Assignment: Print the records again, character for character.

(Stored items from a collection)
■ ■ ■ ■ ■ ■ ■
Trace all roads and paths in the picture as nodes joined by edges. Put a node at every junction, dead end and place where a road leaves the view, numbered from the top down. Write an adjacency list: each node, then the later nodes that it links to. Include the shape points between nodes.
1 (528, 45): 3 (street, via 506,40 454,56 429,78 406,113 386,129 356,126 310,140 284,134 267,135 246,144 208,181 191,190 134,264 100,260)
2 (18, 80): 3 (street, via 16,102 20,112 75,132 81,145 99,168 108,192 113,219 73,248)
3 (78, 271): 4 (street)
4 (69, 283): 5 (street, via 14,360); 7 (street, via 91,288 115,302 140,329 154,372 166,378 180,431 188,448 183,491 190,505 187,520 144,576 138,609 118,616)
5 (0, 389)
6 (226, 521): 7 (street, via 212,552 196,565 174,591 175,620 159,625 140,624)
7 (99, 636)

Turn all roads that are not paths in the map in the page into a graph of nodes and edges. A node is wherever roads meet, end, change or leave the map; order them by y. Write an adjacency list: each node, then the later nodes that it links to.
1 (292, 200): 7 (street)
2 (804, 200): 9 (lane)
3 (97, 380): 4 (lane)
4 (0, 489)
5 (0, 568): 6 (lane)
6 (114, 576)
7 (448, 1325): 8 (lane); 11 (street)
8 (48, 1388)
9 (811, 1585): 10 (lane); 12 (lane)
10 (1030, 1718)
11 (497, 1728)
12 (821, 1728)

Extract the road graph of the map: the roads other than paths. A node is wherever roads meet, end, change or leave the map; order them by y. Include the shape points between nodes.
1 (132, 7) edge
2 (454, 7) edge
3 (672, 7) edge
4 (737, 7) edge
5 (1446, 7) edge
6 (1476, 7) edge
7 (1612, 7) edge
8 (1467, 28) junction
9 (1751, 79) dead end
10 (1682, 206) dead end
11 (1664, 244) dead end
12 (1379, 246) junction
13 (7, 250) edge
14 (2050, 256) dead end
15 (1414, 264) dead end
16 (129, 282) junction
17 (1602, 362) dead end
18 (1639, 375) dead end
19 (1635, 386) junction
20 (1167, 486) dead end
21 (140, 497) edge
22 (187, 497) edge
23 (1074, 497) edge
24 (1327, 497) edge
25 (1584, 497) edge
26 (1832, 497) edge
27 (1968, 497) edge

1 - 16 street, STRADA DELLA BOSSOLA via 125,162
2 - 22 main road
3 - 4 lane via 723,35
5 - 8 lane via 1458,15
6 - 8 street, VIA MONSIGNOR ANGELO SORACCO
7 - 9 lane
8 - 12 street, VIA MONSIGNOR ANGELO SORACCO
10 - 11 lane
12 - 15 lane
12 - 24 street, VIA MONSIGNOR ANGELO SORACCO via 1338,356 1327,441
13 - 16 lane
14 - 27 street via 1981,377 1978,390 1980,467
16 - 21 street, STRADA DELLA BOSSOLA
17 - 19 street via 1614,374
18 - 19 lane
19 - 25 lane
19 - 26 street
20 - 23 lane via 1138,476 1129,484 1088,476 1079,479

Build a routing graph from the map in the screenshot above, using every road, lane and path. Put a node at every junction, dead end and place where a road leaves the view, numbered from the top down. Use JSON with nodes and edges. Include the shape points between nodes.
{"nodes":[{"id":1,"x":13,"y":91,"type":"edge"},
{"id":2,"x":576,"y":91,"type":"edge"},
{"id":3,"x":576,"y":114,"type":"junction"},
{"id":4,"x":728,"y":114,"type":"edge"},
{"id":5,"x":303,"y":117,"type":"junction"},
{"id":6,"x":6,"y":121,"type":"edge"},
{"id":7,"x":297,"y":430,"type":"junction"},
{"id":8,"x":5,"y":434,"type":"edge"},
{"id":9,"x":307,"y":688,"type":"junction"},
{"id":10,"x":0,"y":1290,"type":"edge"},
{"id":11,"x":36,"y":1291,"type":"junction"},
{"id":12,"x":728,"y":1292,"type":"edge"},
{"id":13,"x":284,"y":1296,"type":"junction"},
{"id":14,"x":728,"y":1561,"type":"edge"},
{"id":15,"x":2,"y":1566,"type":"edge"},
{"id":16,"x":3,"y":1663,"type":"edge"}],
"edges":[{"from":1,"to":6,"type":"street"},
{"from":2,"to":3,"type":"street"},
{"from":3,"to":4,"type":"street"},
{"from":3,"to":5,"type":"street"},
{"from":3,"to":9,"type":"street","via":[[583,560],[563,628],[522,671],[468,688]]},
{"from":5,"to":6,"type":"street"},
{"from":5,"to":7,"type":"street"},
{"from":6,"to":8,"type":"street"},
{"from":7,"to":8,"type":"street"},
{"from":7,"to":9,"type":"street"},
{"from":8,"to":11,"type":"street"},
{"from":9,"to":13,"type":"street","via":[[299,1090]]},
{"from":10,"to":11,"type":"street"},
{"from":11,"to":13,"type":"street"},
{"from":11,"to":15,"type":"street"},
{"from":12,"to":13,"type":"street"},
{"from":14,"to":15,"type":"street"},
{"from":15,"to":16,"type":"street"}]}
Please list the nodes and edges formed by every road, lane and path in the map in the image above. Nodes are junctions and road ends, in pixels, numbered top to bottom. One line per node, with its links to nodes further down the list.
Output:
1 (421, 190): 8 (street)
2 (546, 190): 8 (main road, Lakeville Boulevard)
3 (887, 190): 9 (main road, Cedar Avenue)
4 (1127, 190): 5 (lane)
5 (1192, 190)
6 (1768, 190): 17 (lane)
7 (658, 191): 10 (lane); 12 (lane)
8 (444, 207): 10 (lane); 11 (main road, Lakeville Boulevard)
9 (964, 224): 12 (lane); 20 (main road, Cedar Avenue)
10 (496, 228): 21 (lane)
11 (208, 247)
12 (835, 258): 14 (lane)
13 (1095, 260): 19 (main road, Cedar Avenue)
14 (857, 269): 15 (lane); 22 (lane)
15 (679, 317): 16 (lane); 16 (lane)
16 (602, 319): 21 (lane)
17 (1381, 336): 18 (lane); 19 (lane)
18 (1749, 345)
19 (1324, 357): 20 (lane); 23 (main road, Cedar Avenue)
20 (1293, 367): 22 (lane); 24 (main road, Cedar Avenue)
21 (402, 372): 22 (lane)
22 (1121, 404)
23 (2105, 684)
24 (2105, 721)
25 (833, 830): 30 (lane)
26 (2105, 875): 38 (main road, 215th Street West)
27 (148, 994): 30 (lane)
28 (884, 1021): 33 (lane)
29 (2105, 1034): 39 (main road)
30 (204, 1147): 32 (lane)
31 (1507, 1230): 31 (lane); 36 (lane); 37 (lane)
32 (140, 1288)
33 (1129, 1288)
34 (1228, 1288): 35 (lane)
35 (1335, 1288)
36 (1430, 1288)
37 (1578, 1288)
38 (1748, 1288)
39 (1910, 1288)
■ ■ ■ ■ ■ ■ ■
Exercise output:
Trace all roads and paths in the picture as nodes joined by edges. Put a node at every junction, dead end and place where a road leaves the view, numbered from the top down. Write an adjacency list: each node, then the later nodes that it links to. Include the shape points between nodes.
1 (528, 45): 3 (street, via 506,40 454,56 429,78 406,113 386,129 356,126 310,140 284,134 267,135 246,144 208,181 191,190 134,264 100,260)
2 (18, 80): 3 (street, via 16,102 20,112 75,132 81,145 99,168 108,192 113,219 73,248)
3 (78, 271): 4 (street)
4 (69, 283): 5 (street, via 14,360); 7 (street, via 91,288 115,302 140,329 154,372 166,378 180,431 188,448 183,491 190,505 187,520 144,576 138,609 118,616)
5 (0, 389)
6 (226, 521): 7 (street, via 212,552 196,565 174,591 175,620 159,625 140,624)
7 (99, 636)

Turn all roads that are not paths in the map in the page into a graph of nodes and edges. A node is wherever roads meet, end, change or leave the map; order them by y. Write an adjacency list: each node, then the later nodes that it links to.
1 (292, 200): 7 (street)
2 (804, 200): 9 (lane)
3 (97, 380): 4 (lane)
4 (0, 489)
5 (0, 568): 6 (lane)
6 (114, 576)
7 (448, 1325): 8 (lane); 11 (street)
8 (48, 1388)
9 (811, 1585): 10 (lane); 12 (lane)
10 (1030, 1718)
11 (497, 1728)
12 (821, 1728)

Extract the road graph of the map: the roads other than paths. A node is wherever roads meet, end, change or leave the map; order them by y. Include the shape points between nodes.
1 (132, 7) edge
2 (454, 7) edge
3 (672, 7) edge
4 (737, 7) edge
5 (1446, 7) edge
6 (1476, 7) edge
7 (1612, 7) edge
8 (1467, 28) junction
9 (1751, 79) dead end
10 (1682, 206) dead end
11 (1664, 244) dead end
12 (1379, 246) junction
13 (7, 250) edge
14 (2050, 256) dead end
15 (1414, 264) dead end
16 (129, 282) junction
17 (1602, 362) dead end
18 (1639, 375) dead end
19 (1635, 386) junction
20 (1167, 486) dead end
21 (140, 497) edge
22 (187, 497) edge
23 (1074, 497) edge
24 (1327, 497) edge
25 (1584, 497) edge
26 (1832, 497) edge
27 (1968, 497) edge

1 - 16 street, STRADA DELLA BOSSOLA via 125,162
2 - 22 main road
3 - 4 lane via 723,35
5 - 8 lane via 1458,15
6 - 8 street, VIA MONSIGNOR ANGELO SORACCO
7 - 9 lane
8 - 12 street, VIA MONSIGNOR ANGELO SORACCO
10 - 11 lane
12 - 15 lane
12 - 24 street, VIA MONSIGNOR ANGELO SORACCO via 1338,356 1327,441
13 - 16 lane
14 - 27 street via 1981,377 1978,390 1980,467
16 - 21 street, STRADA DELLA BOSSOLA
17 - 19 street via 1614,374
18 - 19 lane
19 - 25 lane
19 - 26 street
20 - 23 lane via 1138,476 1129,484 1088,476 1079,479

Build a routing graph from the map in the screenshot above, using every road, lane and path. Put a node at every junction, dead end and place where a road leaves the view, numbered from the top down. Use JSON with nodes and edges. Include the shape points between nodes.
{"nodes":[{"id":1,"x":13,"y":91,"type":"edge"},
{"id":2,"x":576,"y":91,"type":"edge"},
{"id":3,"x":576,"y":114,"type":"junction"},
{"id":4,"x":728,"y":114,"type":"edge"},
{"id":5,"x":303,"y":117,"type":"junction"},
{"id":6,"x":6,"y":121,"type":"edge"},
{"id":7,"x":297,"y":430,"type":"junction"},
{"id":8,"x":5,"y":434,"type":"edge"},
{"id":9,"x":307,"y":688,"type":"junction"},
{"id":10,"x":0,"y":1290,"type":"edge"},
{"id":11,"x":36,"y":1291,"type":"junction"},
{"id":12,"x":728,"y":1292,"type":"edge"},
{"id":13,"x":284,"y":1296,"type":"junction"},
{"id":14,"x":728,"y":1561,"type":"edge"},
{"id":15,"x":2,"y":1566,"type":"edge"},
{"id":16,"x":3,"y":1663,"type":"edge"}],
"edges":[{"from":1,"to":6,"type":"street"},
{"from":2,"to":3,"type":"street"},
{"from":3,"to":4,"type":"street"},
{"from":3,"to":5,"type":"street"},
{"from":3,"to":9,"type":"street","via":[[583,560],[563,628],[522,671],[468,688]]},
{"from":5,"to":6,"type":"street"},
{"from":5,"to":7,"type":"street"},
{"from":6,"to":8,"type":"street"},
{"from":7,"to":8,"type":"street"},
{"from":7,"to":9,"type":"street"},
{"from":8,"to":11,"type":"street"},
{"from":9,"to":13,"type":"street","via":[[299,1090]]},
{"from":10,"to":11,"type":"street"},
{"from":11,"to":13,"type":"street"},
{"from":11,"to":15,"type":"street"},
{"from":12,"to":13,"type":"street"},
{"from":14,"to":15,"type":"street"},
{"from":15,"to":16,"type":"street"}]}
Please list the nodes and edges formed by every road, lane and path in the map in the image above. Nodes are junctions and road ends, in pixels, numbered top to bottom. One line per node, with its links to nodes further down the list.
Output:
1 (421, 190): 8 (street)
2 (546, 190): 8 (main road, Lakeville Boulevard)
3 (887, 190): 9 (main road, Cedar Avenue)
4 (1127, 190): 5 (lane)
5 (1192, 190)
6 (1768, 190): 17 (lane)
7 (658, 191): 10 (lane); 12 (lane)
8 (444, 207): 10 (lane); 11 (main road, Lakeville Boulevard)
9 (964, 224): 12 (lane); 20 (main road, Cedar Avenue)
10 (496, 228): 21 (lane)
11 (208, 247)
12 (835, 258): 14 (lane)
13 (1095, 260): 19 (main road, Cedar Avenue)
14 (857, 269): 15 (lane); 22 (lane)
15 (679, 317): 16 (lane); 16 (lane)
16 (602, 319): 21 (lane)
17 (1381, 336): 18 (lane); 19 (lane)
18 (1749, 345)
19 (1324, 357): 20 (lane); 23 (main road, Cedar Avenue)
20 (1293, 367): 22 (lane); 24 (main road, Cedar Avenue)
21 (402, 372): 22 (lane)
22 (1121, 404)
23 (2105, 684)
24 (2105, 721)
25 (833, 830): 30 (lane)
26 (2105, 875): 38 (main road, 215th Street West)
27 (148, 994): 30 (lane)
28 (884, 1021): 33 (lane)
29 (2105, 1034): 39 (main road)
30 (204, 1147): 32 (lane)
31 (1507, 1230): 31 (lane); 36 (lane); 37 (lane)
32 (140, 1288)
33 (1129, 1288)
34 (1228, 1288): 35 (lane)
35 (1335, 1288)
36 (1430, 1288)
37 (1578, 1288)
38 (1748, 1288)
39 (1910, 1288)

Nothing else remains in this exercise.